→ PROBLEM TO SOLVE: Set down each entry exactly; omit images.

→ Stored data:
■ ■ ■ ■ ■ ■ ■

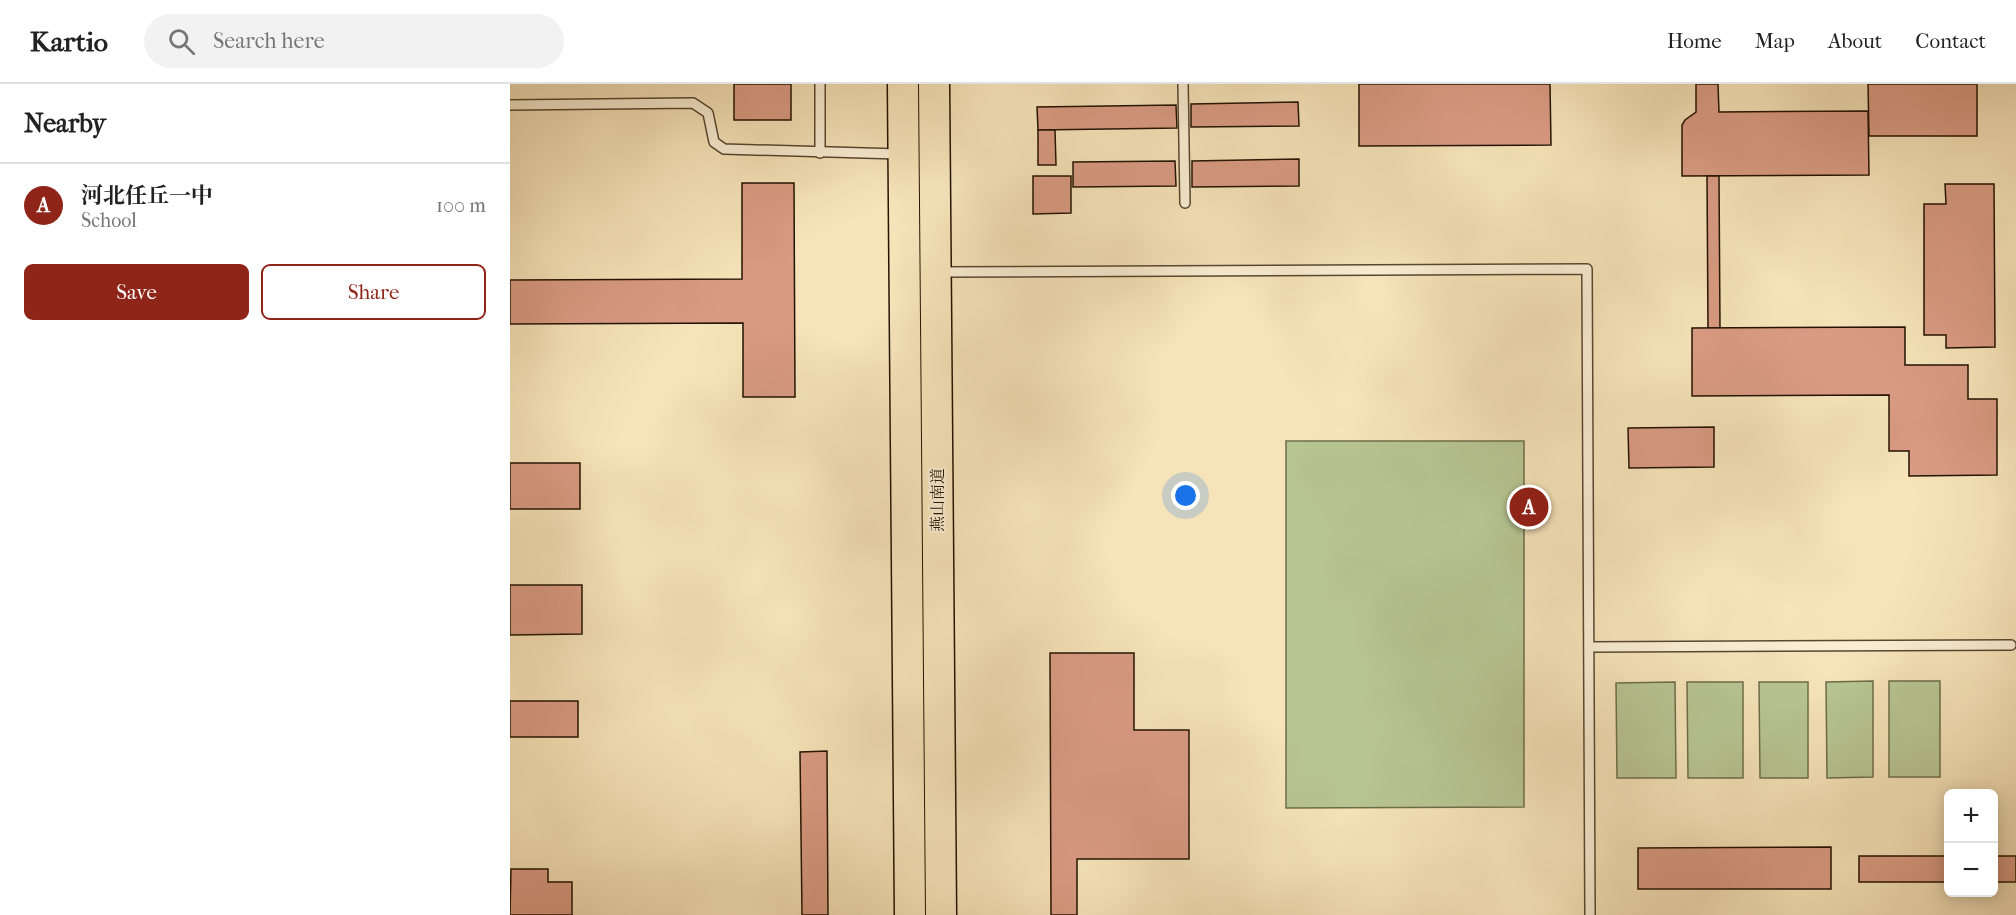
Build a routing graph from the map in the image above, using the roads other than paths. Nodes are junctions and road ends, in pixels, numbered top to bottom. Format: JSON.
{"nodes":[{"id":1,"x":820,"y":84,"type":"edge"},
{"id":2,"x":903,"y":84,"type":"edge"},
{"id":3,"x":934,"y":84,"type":"edge"},
{"id":4,"x":1183,"y":84,"type":"edge"},
{"id":5,"x":510,"y":105,"type":"edge"},
{"id":6,"x":820,"y":153,"type":"junction"},
{"id":7,"x":903,"y":154,"type":"junction"},
{"id":8,"x":1185,"y":203,"type":"dead end"},
{"id":9,"x":935,"y":272,"type":"junction"},
{"id":10,"x":2011,"y":645,"type":"dead end"},
{"id":11,"x":1589,"y":647,"type":"junction"},
{"id":12,"x":910,"y":915,"type":"edge"},
{"id":13,"x":941,"y":915,"type":"edge"},
{"id":14,"x":1590,"y":915,"type":"edge"}],
"edges":[{"from":1,"to":6,"type":"lane"},
{"from":2,"to":7,"type":"main road","name":"燕山南道"},
{"from":3,"to":9,"type":"main road","name":"燕山南道"},
{"from":4,"to":8,"type":"lane"},
{"from":5,"to":6,"type":"lane"},
{"from":6,"to":7,"type":"lane"},
{"from":7,"to":12,"type":"main road","name":"燕山南道"},
{"from":9,"to":11,"type":"lane"},
{"from":9,"to":13,"type":"main road","name":"燕山南道"},
{"from":10,"to":11,"type":"lane"},
{"from":11,"to":14,"type":"lane"}]}
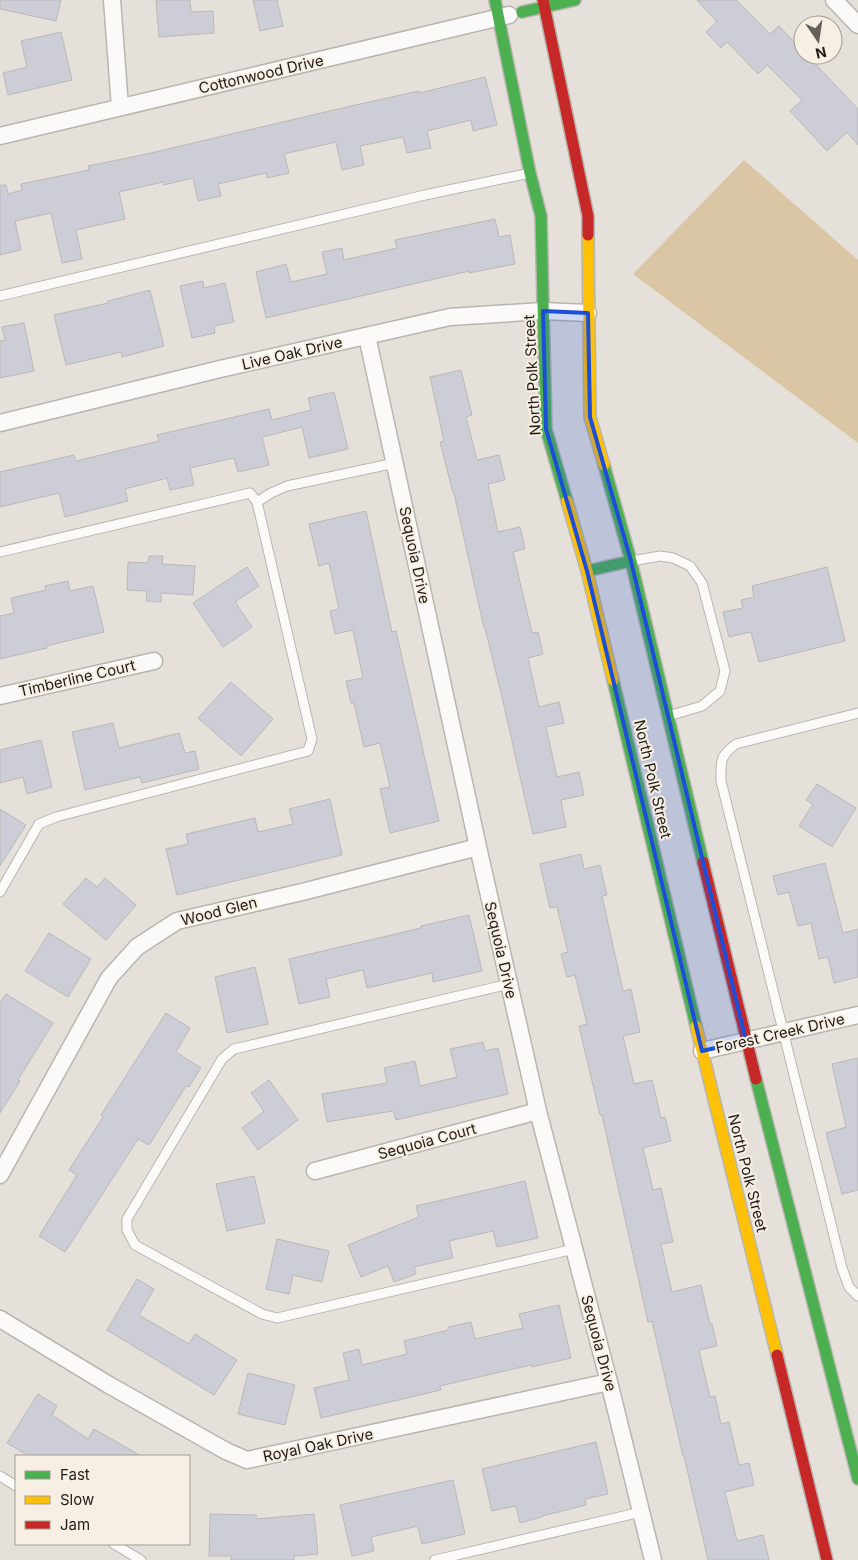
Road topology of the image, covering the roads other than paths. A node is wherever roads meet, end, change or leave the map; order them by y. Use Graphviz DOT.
graph roads {
  1 [pos="112,0"];
  2 [pos="495,0"];
  3 [pos="575,0"];
  4 [pos="834,0"];
  5 [pos="543,4"];
  6 [pos="522,12"];
  7 [pos="498,18"];
  8 [pos="858,25"];
  9 [pos="120,107"];
  10 [pos="0,136"];
  11 [pos="530,173"];
  12 [pos="0,296"];
  13 [pos="543,312"];
  14 [pos="588,313"];
  15 [pos="367,336"];
  16 [pos="0,423"];
  17 [pos="395,463"];
  18 [pos="257,502"];
  19 [pos="0,552"];
  20 [pos="631,561"];
  21 [pos="588,571"];
  22 [pos="154,661"];
  23 [pos="0,696"];
  24 [pos="858,713"];
  25 [pos="668,716"];
  26 [pos="478,847"];
  27 [pos="0,892"];
  28 [pos="509,984"];
  29 [pos="858,1015"];
  30 [pos="783,1032"];
  31 [pos="746,1041"];
  32 [pos="702,1051"];
  33 [pos="538,1111"];
  34 [pos="315,1171"];
  35 [pos="0,1175"];
  36 [pos="574,1249"];
  37 [pos="858,1296"];
  38 [pos="0,1319"];
  39 [pos="609,1382"];
  40 [pos="0,1476"];
  41 [pos="858,1479"];
  42 [pos="15,1485"];
  43 [pos="641,1512"];
  44 [pos="116,1545"];
  45 [pos="142,1560"];
  46 [pos="435,1560"];
  47 [pos="654,1560"];
  48 [pos="827,1560"];
  1 -- 9 [label="street"];
  2 -- 7 [label="main road, North Polk Street"];
  3 -- 5 [label="main road"];
  4 -- 8 [label="street"];
  5 -- 6 [label="main road"];
  5 -- 14 [label="main road, North Polk Street"];
  6 -- 7 [label="street, Cottonwood Drive"];
  7 -- 9 [label="street, Cottonwood Drive"];
  7 -- 11 [label="main road, North Polk Street"];
  9 -- 10 [label="street, Cottonwood Drive"];
  11 -- 12 [label="lane"];
  11 -- 13 [label="main road, North Polk Street"];
  13 -- 14 [label="street, Live Oak Drive"];
  13 -- 15 [label="street, Live Oak Drive"];
  13 -- 21 [label="main road, North Polk Street"];
  14 -- 20 [label="main road, North Polk Street"];
  15 -- 16 [label="street, Live Oak Drive"];
  15 -- 17 [label="street, Sequoia Drive"];
  17 -- 18 [label="lane"];
  17 -- 26 [label="street, Sequoia Drive"];
  18 -- 19 [label="lane"];
  18 -- 27 [label="lane"];
  20 -- 21 [label="main road"];
  20 -- 25 [label="main road, North Polk Street"];
  20 -- 25 [label="lane"];
  21 -- 32 [label="main road, North Polk Street"];
  22 -- 23 [label="street, Timberline Court"];
  24 -- 30 [label="lane"];
  25 -- 31 [label="main road, North Polk Street"];
  26 -- 28 [label="street, Sequoia Drive"];
  26 -- 35 [label="street, Wood Glen"];
  28 -- 33 [label="street, Sequoia Drive"];
  28 -- 36 [label="lane"];
  29 -- 30 [label="street, Forest Creek Drive"];
  30 -- 31 [label="street, Forest Creek Drive"];
  30 -- 37 [label="lane"];
  31 -- 32 [label="street, Forest Creek Drive"];
  31 -- 41 [label="main road, North Polk Street"];
  32 -- 48 [label="main road, North Polk Street"];
  33 -- 34 [label="street, Sequoia Court"];
  33 -- 36 [label="street, Sequoia Drive"];
  36 -- 39 [label="street, Sequoia Drive"];
  38 -- 39 [label="street, Royal Oak Drive"];
  39 -- 43 [label="street, Sequoia Drive"];
  40 -- 42 [label="lane"];
  43 -- 46 [label="lane"];
  43 -- 47 [label="street, Sequoia Drive"];
  44 -- 45 [label="lane"];
}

■ ■ ■ ■ ■ ■ ■

→ SOLUTION TO THE EXERCISE:
Build a routing graph from the map in the image above, using the roads other than paths. Nodes are junctions and road ends, in pixels, numbered top to bottom. Format: JSON.
{"nodes":[{"id":1,"x":820,"y":84,"type":"edge"},
{"id":2,"x":903,"y":84,"type":"edge"},
{"id":3,"x":934,"y":84,"type":"edge"},
{"id":4,"x":1183,"y":84,"type":"edge"},
{"id":5,"x":510,"y":105,"type":"edge"},
{"id":6,"x":820,"y":153,"type":"junction"},
{"id":7,"x":903,"y":154,"type":"junction"},
{"id":8,"x":1185,"y":203,"type":"dead end"},
{"id":9,"x":935,"y":272,"type":"junction"},
{"id":10,"x":2011,"y":645,"type":"dead end"},
{"id":11,"x":1589,"y":647,"type":"junction"},
{"id":12,"x":910,"y":915,"type":"edge"},
{"id":13,"x":941,"y":915,"type":"edge"},
{"id":14,"x":1590,"y":915,"type":"edge"}],
"edges":[{"from":1,"to":6,"type":"lane"},
{"from":2,"to":7,"type":"main road","name":"燕山南道"},
{"from":3,"to":9,"type":"main road","name":"燕山南道"},
{"from":4,"to":8,"type":"lane"},
{"from":5,"to":6,"type":"lane"},
{"from":6,"to":7,"type":"lane"},
{"from":7,"to":12,"type":"main road","name":"燕山南道"},
{"from":9,"to":11,"type":"lane"},
{"from":9,"to":13,"type":"main road","name":"燕山南道"},
{"from":10,"to":11,"type":"lane"},
{"from":11,"to":14,"type":"lane"}]}
Road topology of the image, covering the roads other than paths. A node is wherever roads meet, end, change or leave the map; order them by y. Use Graphviz DOT.
graph roads {
  1 [pos="112,0"];
  2 [pos="495,0"];
  3 [pos="575,0"];
  4 [pos="834,0"];
  5 [pos="543,4"];
  6 [pos="522,12"];
  7 [pos="498,18"];
  8 [pos="858,25"];
  9 [pos="120,107"];
  10 [pos="0,136"];
  11 [pos="530,173"];
  12 [pos="0,296"];
  13 [pos="543,312"];
  14 [pos="588,313"];
  15 [pos="367,336"];
  16 [pos="0,423"];
  17 [pos="395,463"];
  18 [pos="257,502"];
  19 [pos="0,552"];
  20 [pos="631,561"];
  21 [pos="588,571"];
  22 [pos="154,661"];
  23 [pos="0,696"];
  24 [pos="858,713"];
  25 [pos="668,716"];
  26 [pos="478,847"];
  27 [pos="0,892"];
  28 [pos="509,984"];
  29 [pos="858,1015"];
  30 [pos="783,1032"];
  31 [pos="746,1041"];
  32 [pos="702,1051"];
  33 [pos="538,1111"];
  34 [pos="315,1171"];
  35 [pos="0,1175"];
  36 [pos="574,1249"];
  37 [pos="858,1296"];
  38 [pos="0,1319"];
  39 [pos="609,1382"];
  40 [pos="0,1476"];
  41 [pos="858,1479"];
  42 [pos="15,1485"];
  43 [pos="641,1512"];
  44 [pos="116,1545"];
  45 [pos="142,1560"];
  46 [pos="435,1560"];
  47 [pos="654,1560"];
  48 [pos="827,1560"];
  1 -- 9 [label="street"];
  2 -- 7 [label="main road, North Polk Street"];
  3 -- 5 [label="main road"];
  4 -- 8 [label="street"];
  5 -- 6 [label="main road"];
  5 -- 14 [label="main road, North Polk Street"];
  6 -- 7 [label="street, Cottonwood Drive"];
  7 -- 9 [label="street, Cottonwood Drive"];
  7 -- 11 [label="main road, North Polk Street"];
  9 -- 10 [label="street, Cottonwood Drive"];
  11 -- 12 [label="lane"];
  11 -- 13 [label="main road, North Polk Street"];
  13 -- 14 [label="street, Live Oak Drive"];
  13 -- 15 [label="street, Live Oak Drive"];
  13 -- 21 [label="main road, North Polk Street"];
  14 -- 20 [label="main road, North Polk Street"];
  15 -- 16 [label="street, Live Oak Drive"];
  15 -- 17 [label="street, Sequoia Drive"];
  17 -- 18 [label="lane"];
  17 -- 26 [label="street, Sequoia Drive"];
  18 -- 19 [label="lane"];
  18 -- 27 [label="lane"];
  20 -- 21 [label="main road"];
  20 -- 25 [label="main road, North Polk Street"];
  20 -- 25 [label="lane"];
  21 -- 32 [label="main road, North Polk Street"];
  22 -- 23 [label="street, Timberline Court"];
  24 -- 30 [label="lane"];
  25 -- 31 [label="main road, North Polk Street"];
  26 -- 28 [label="street, Sequoia Drive"];
  26 -- 35 [label="street, Wood Glen"];
  28 -- 33 [label="street, Sequoia Drive"];
  28 -- 36 [label="lane"];
  29 -- 30 [label="street, Forest Creek Drive"];
  30 -- 31 [label="street, Forest Creek Drive"];
  30 -- 37 [label="lane"];
  31 -- 32 [label="street, Forest Creek Drive"];
  31 -- 41 [label="main road, North Polk Street"];
  32 -- 48 [label="main road, North Polk Street"];
  33 -- 34 [label="street, Sequoia Court"];
  33 -- 36 [label="street, Sequoia Drive"];
  36 -- 39 [label="street, Sequoia Drive"];
  38 -- 39 [label="street, Royal Oak Drive"];
  39 -- 43 [label="street, Sequoia Drive"];
  40 -- 42 [label="lane"];
  43 -- 46 [label="lane"];
  43 -- 47 [label="street, Sequoia Drive"];
  44 -- 45 [label="lane"];
}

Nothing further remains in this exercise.